Work task:
For any picture in the lines below, please leave it out and copy the rest exactly.
====== Data shown
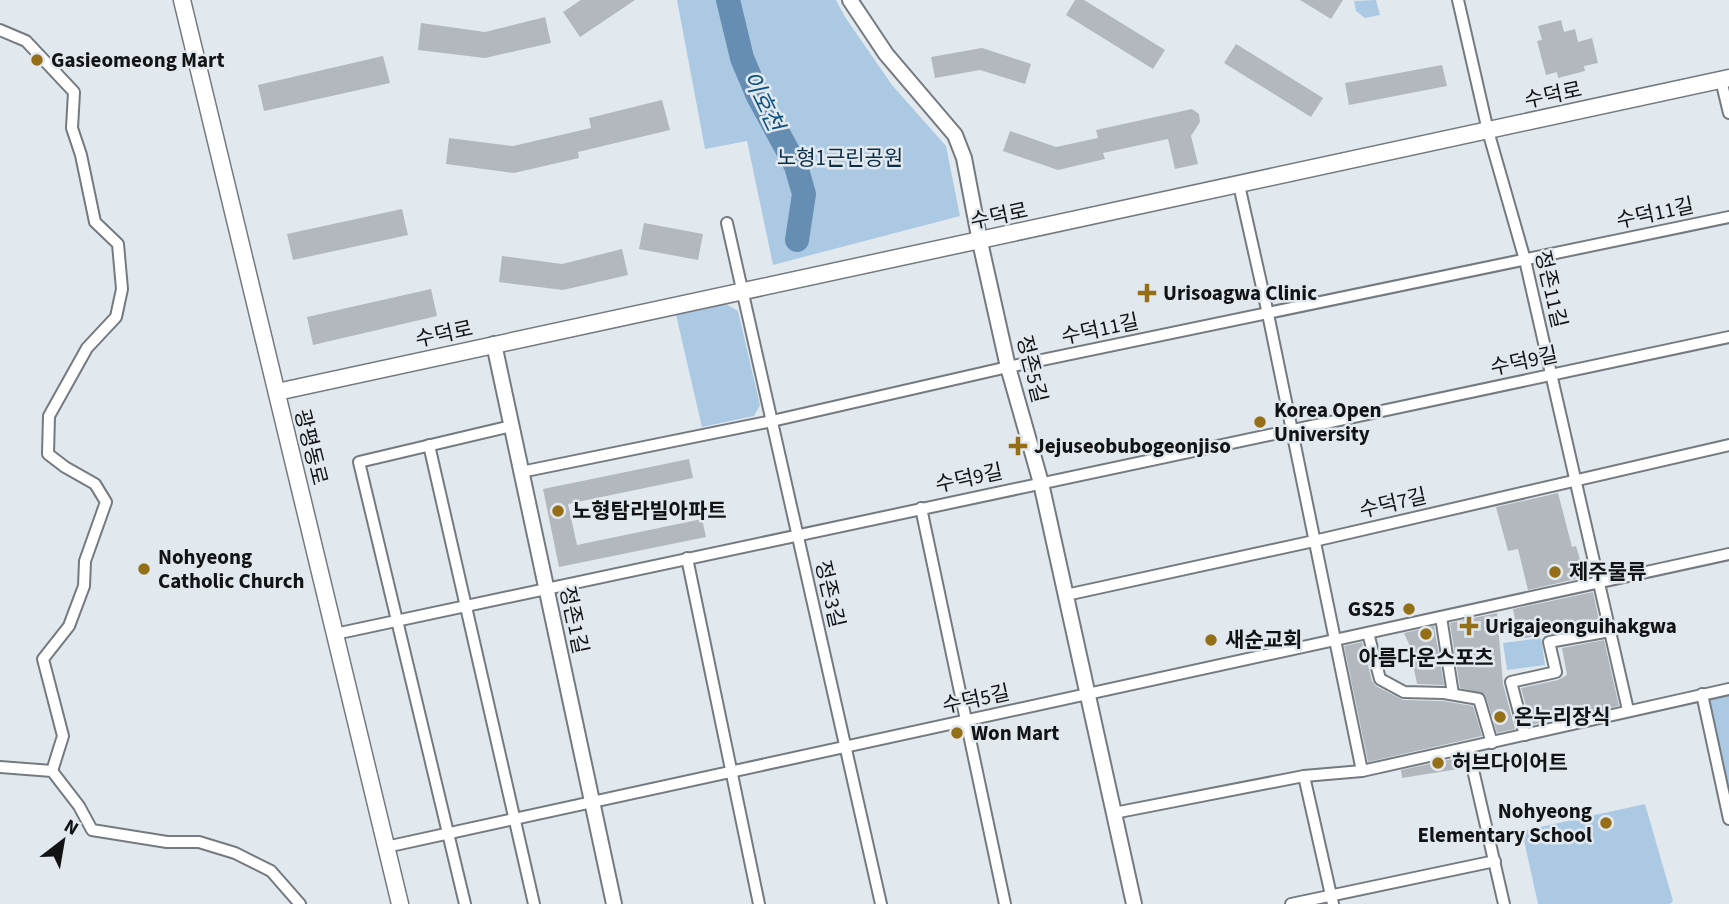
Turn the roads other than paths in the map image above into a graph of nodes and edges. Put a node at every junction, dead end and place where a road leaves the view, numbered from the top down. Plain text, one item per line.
1 (182, 0) edge
2 (850, 0) edge
3 (1458, 0) edge
4 (0, 30) edge
5 (1725, 79) edge
6 (1729, 113) edge
7 (1488, 131) junction
8 (1239, 184) junction
9 (1729, 217) edge
10 (727, 222) dead end
11 (980, 242) junction
12 (1525, 260) junction
13 (743, 292) junction
14 (1268, 314) junction
15 (1729, 337) edge
16 (494, 344) junction
17 (1009, 367) junction
18 (1551, 374) junction
19 (276, 392) junction
20 (772, 421) junction
21 (511, 426) junction
22 (1291, 429) junction
23 (429, 445) junction
24 (1729, 445) edge
25 (521, 472) junction
26 (1575, 480) junction
27 (1041, 483) junction
28 (921, 508) junction
29 (797, 534) junction
30 (1314, 541) junction
31 (1729, 554) edge
32 (687, 558) junction
33 (1598, 583) junction
34 (546, 588) junction
35 (1066, 595) junction
36 (465, 605) junction
37 (1441, 617) junction
38 (397, 620) junction
39 (1610, 631) junction
40 (1368, 633) junction
41 (335, 634) junction
42 (1334, 641) junction
43 (1729, 689) edge
44 (1453, 694) junction
45 (1702, 694) junction
46 (1087, 695) junction
47 (1628, 710) junction
48 (966, 721) junction
49 (1525, 735) junction
50 (1492, 743) junction
51 (845, 747) junction
52 (1468, 748) junction
53 (0, 767) edge
54 (52, 771) junction
55 (1362, 771) junction
56 (732, 772) junction
57 (1304, 776) junction
58 (592, 801) junction
59 (1114, 813) junction
60 (1729, 815) edge
61 (513, 818) junction
62 (449, 833) junction
63 (386, 847) junction
64 (1495, 861) junction
65 (1332, 900) edge
66 (300, 904) edge
67 (400, 904) edge
68 (465, 904) edge
69 (534, 904) edge
70 (614, 904) edge
71 (759, 904) edge
72 (881, 904) edge
73 (1005, 904) edge
74 (1133, 904) edge
75 (1291, 904) edge
76 (1504, 904) edge

1 - 19 main road, 광평동로
2 - 11 street, 정존5길
3 - 7 street, 정존11길
4 - 54 street
5 - 6 street
5 - 7 main road, 수덕로
7 - 8 main road, 수덕로
7 - 12 street, 정존11길
8 - 11 main road, 수덕로
8 - 14 street
9 - 12 street, 수덕11길
10 - 13 street, 정존3길
11 - 13 main road, 수덕로
11 - 17 street, 정존5길
12 - 14 street, 수덕11길
12 - 18 street, 정존11길
13 - 16 main road, 수덕로
13 - 20 street, 정존3길
14 - 17 street, 수덕11길
14 - 22 street
15 - 18 street, 수덕9길
16 - 19 main road, 수덕로
16 - 21 street, 정존1길
17 - 20 street, 수덕11길
17 - 27 street, 정존5길
18 - 22 street, 수덕9길
18 - 26 street, 정존11길
19 - 41 main road, 광평동로
20 - 25 street, 수덕11길
20 - 29 street, 정존3길
21 - 23 street
21 - 25 street, 정존1길
22 - 27 street, 수덕9길
22 - 30 street
23 - 36 street
23 - 38 street
24 - 26 street, 수덕7길
25 - 34 street, 정존1길
26 - 30 street, 수덕7길
26 - 33 street, 정존11길
27 - 28 street, 수덕9길
27 - 35 street, 정존5길
28 - 29 street, 수덕9길
28 - 48 street
29 - 32 street, 수덕9길
29 - 51 street, 정존3길
30 - 35 street, 수덕7길
30 - 42 street
31 - 33 street, 수덕5길
32 - 34 street, 수덕9길
32 - 56 street
33 - 37 street, 수덕5길
33 - 39 street, 정존11길
34 - 36 street, 수덕9길
34 - 58 street, 정존1길
35 - 46 street, 정존5길
36 - 38 street, 수덕9길
36 - 61 street
37 - 40 street, 수덕5길
37 - 44 street
38 - 41 street, 수덕9길
38 - 62 street
39 - 47 street, 정존11길
39 - 49 street
40 - 42 street, 수덕5길
40 - 44 street
41 - 63 main road, 광평동로
42 - 46 street, 수덕5길
42 - 55 street
43 - 45 street
44 - 50 street
45 - 47 street
45 - 60 street
46 - 48 street, 수덕5길
46 - 59 street, 정존5길
47 - 49 street
48 - 51 street, 수덕5길
48 - 73 street
49 - 50 street
50 - 52 street
51 - 56 street, 수덕5길
51 - 72 street, 정존3길
52 - 55 street
52 - 64 street
53 - 54 street
54 - 66 street
55 - 57 street
56 - 58 street, 수덕5길
56 - 71 street
57 - 59 street
57 - 65 street
58 - 61 street, 수덕5길
58 - 70 street, 정존1길
59 - 74 street, 정존5길
61 - 62 street, 수덕5길
61 - 69 street
62 - 63 street, 수덕5길
62 - 68 street
63 - 67 main road, 광평동로
64 - 65 street
64 - 76 street
65 - 75 street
============
Answer to this problem:
Turn the roads other than paths in the map image above into a graph of nodes and edges. Put a node at every junction, dead end and place where a road leaves the view, numbered from the top down. Plain text, one item per line.
1 (182, 0) edge
2 (850, 0) edge
3 (1458, 0) edge
4 (0, 30) edge
5 (1725, 79) edge
6 (1729, 113) edge
7 (1488, 131) junction
8 (1239, 184) junction
9 (1729, 217) edge
10 (727, 222) dead end
11 (980, 242) junction
12 (1525, 260) junction
13 (743, 292) junction
14 (1268, 314) junction
15 (1729, 337) edge
16 (494, 344) junction
17 (1009, 367) junction
18 (1551, 374) junction
19 (276, 392) junction
20 (772, 421) junction
21 (511, 426) junction
22 (1291, 429) junction
23 (429, 445) junction
24 (1729, 445) edge
25 (521, 472) junction
26 (1575, 480) junction
27 (1041, 483) junction
28 (921, 508) junction
29 (797, 534) junction
30 (1314, 541) junction
31 (1729, 554) edge
32 (687, 558) junction
33 (1598, 583) junction
34 (546, 588) junction
35 (1066, 595) junction
36 (465, 605) junction
37 (1441, 617) junction
38 (397, 620) junction
39 (1610, 631) junction
40 (1368, 633) junction
41 (335, 634) junction
42 (1334, 641) junction
43 (1729, 689) edge
44 (1453, 694) junction
45 (1702, 694) junction
46 (1087, 695) junction
47 (1628, 710) junction
48 (966, 721) junction
49 (1525, 735) junction
50 (1492, 743) junction
51 (845, 747) junction
52 (1468, 748) junction
53 (0, 767) edge
54 (52, 771) junction
55 (1362, 771) junction
56 (732, 772) junction
57 (1304, 776) junction
58 (592, 801) junction
59 (1114, 813) junction
60 (1729, 815) edge
61 (513, 818) junction
62 (449, 833) junction
63 (386, 847) junction
64 (1495, 861) junction
65 (1332, 900) edge
66 (300, 904) edge
67 (400, 904) edge
68 (465, 904) edge
69 (534, 904) edge
70 (614, 904) edge
71 (759, 904) edge
72 (881, 904) edge
73 (1005, 904) edge
74 (1133, 904) edge
75 (1291, 904) edge
76 (1504, 904) edge

1 - 19 main road, 광평동로
2 - 11 street, 정존5길
3 - 7 street, 정존11길
4 - 54 street
5 - 6 street
5 - 7 main road, 수덕로
7 - 8 main road, 수덕로
7 - 12 street, 정존11길
8 - 11 main road, 수덕로
8 - 14 street
9 - 12 street, 수덕11길
10 - 13 street, 정존3길
11 - 13 main road, 수덕로
11 - 17 street, 정존5길
12 - 14 street, 수덕11길
12 - 18 street, 정존11길
13 - 16 main road, 수덕로
13 - 20 street, 정존3길
14 - 17 street, 수덕11길
14 - 22 street
15 - 18 street, 수덕9길
16 - 19 main road, 수덕로
16 - 21 street, 정존1길
17 - 20 street, 수덕11길
17 - 27 street, 정존5길
18 - 22 street, 수덕9길
18 - 26 street, 정존11길
19 - 41 main road, 광평동로
20 - 25 street, 수덕11길
20 - 29 street, 정존3길
21 - 23 street
21 - 25 street, 정존1길
22 - 27 street, 수덕9길
22 - 30 street
23 - 36 street
23 - 38 street
24 - 26 street, 수덕7길
25 - 34 street, 정존1길
26 - 30 street, 수덕7길
26 - 33 street, 정존11길
27 - 28 street, 수덕9길
27 - 35 street, 정존5길
28 - 29 street, 수덕9길
28 - 48 street
29 - 32 street, 수덕9길
29 - 51 street, 정존3길
30 - 35 street, 수덕7길
30 - 42 street
31 - 33 street, 수덕5길
32 - 34 street, 수덕9길
32 - 56 street
33 - 37 street, 수덕5길
33 - 39 street, 정존11길
34 - 36 street, 수덕9길
34 - 58 street, 정존1길
35 - 46 street, 정존5길
36 - 38 street, 수덕9길
36 - 61 street
37 - 40 street, 수덕5길
37 - 44 street
38 - 41 street, 수덕9길
38 - 62 street
39 - 47 street, 정존11길
39 - 49 street
40 - 42 street, 수덕5길
40 - 44 street
41 - 63 main road, 광평동로
42 - 46 street, 수덕5길
42 - 55 street
43 - 45 street
44 - 50 street
45 - 47 street
45 - 60 street
46 - 48 street, 수덕5길
46 - 59 street, 정존5길
47 - 49 street
48 - 51 street, 수덕5길
48 - 73 street
49 - 50 street
50 - 52 street
51 - 56 street, 수덕5길
51 - 72 street, 정존3길
52 - 55 street
52 - 64 street
53 - 54 street
54 - 66 street
55 - 57 street
56 - 58 street, 수덕5길
56 - 71 street
57 - 59 street
57 - 65 street
58 - 61 street, 수덕5길
58 - 70 street, 정존1길
59 - 74 street, 정존5길
61 - 62 street, 수덕5길
61 - 69 street
62 - 63 street, 수덕5길
62 - 68 street
63 - 67 main road, 광평동로
64 - 65 street
64 - 76 street
65 - 75 street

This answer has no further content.